---------- Material for this exercise ----------
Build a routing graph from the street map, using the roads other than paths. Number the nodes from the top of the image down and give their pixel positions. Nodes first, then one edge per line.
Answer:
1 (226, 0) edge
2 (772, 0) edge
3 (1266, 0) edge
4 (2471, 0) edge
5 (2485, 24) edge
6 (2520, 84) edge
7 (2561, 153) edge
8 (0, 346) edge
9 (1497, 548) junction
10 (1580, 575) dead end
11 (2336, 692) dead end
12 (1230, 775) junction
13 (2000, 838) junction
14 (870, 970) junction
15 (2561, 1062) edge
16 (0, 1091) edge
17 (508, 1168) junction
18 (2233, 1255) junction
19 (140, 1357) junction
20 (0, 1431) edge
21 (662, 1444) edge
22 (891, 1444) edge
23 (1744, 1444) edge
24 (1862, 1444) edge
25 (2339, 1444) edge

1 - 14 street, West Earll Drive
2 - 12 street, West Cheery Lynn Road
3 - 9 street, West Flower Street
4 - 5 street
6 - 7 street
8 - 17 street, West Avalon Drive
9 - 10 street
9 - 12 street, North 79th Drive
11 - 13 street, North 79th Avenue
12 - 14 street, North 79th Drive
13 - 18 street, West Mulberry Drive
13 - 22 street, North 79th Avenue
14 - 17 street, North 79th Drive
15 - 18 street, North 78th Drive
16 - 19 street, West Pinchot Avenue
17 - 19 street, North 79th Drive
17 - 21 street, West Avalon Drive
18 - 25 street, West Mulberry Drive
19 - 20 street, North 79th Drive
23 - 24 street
----------
---------- Material for this exercise ----------
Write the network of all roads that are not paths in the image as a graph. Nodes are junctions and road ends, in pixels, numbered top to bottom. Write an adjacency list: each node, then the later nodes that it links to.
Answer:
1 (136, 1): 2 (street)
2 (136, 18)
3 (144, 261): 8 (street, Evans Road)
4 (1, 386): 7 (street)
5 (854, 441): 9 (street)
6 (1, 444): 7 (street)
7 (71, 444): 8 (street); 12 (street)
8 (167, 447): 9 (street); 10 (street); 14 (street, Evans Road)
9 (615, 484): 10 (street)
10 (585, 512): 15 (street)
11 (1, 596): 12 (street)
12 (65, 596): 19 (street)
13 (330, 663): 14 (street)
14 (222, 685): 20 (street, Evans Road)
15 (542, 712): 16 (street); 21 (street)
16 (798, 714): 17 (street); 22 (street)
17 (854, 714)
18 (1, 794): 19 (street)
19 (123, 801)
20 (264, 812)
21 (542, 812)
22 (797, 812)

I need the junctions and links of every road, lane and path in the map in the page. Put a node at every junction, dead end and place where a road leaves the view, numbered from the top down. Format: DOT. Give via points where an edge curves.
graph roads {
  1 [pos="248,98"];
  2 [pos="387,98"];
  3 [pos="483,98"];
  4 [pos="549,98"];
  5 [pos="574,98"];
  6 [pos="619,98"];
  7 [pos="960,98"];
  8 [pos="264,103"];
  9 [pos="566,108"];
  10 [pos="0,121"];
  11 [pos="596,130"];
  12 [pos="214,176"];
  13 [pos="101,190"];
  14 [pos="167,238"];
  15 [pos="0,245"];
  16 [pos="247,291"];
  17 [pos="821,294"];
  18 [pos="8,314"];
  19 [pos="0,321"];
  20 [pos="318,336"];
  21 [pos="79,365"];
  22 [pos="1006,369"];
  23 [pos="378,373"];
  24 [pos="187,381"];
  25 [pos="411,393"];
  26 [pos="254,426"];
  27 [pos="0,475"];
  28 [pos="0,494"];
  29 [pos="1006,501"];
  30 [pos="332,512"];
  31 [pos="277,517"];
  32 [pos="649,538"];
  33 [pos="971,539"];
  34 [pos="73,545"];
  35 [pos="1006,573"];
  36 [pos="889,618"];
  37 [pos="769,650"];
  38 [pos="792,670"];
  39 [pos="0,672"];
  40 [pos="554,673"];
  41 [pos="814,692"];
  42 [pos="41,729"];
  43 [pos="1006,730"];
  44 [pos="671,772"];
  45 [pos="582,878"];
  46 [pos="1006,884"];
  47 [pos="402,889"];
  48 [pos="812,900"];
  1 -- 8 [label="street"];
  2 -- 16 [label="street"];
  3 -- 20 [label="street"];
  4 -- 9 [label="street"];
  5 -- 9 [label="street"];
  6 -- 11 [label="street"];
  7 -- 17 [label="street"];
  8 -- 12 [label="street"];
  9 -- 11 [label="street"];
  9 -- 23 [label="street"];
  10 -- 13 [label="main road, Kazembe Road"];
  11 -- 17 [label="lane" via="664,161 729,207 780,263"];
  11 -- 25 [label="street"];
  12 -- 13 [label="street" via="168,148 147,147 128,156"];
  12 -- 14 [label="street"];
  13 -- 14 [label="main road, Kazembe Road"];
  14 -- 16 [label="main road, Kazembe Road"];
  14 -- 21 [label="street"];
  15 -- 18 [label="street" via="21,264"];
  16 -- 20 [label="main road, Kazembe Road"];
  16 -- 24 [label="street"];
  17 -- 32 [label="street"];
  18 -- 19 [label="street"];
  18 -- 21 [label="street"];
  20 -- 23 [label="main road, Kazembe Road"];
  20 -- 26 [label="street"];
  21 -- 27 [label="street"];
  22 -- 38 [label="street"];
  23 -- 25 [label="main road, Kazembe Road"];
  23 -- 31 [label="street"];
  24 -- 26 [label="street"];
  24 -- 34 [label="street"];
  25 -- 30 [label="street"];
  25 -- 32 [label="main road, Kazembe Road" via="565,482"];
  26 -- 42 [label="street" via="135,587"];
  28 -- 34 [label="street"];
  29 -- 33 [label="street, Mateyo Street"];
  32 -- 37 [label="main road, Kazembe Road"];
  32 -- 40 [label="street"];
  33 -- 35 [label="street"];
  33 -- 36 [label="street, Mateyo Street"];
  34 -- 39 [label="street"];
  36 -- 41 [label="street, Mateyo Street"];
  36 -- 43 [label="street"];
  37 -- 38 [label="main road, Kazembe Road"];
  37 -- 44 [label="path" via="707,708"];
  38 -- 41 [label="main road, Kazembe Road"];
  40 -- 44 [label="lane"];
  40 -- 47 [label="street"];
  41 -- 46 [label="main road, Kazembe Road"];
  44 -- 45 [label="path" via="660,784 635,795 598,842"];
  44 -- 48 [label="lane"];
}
----------
### Your instructions
Give the tally of lines in the listing above that contain the string "down", with nothing besides it.

### Answer space
2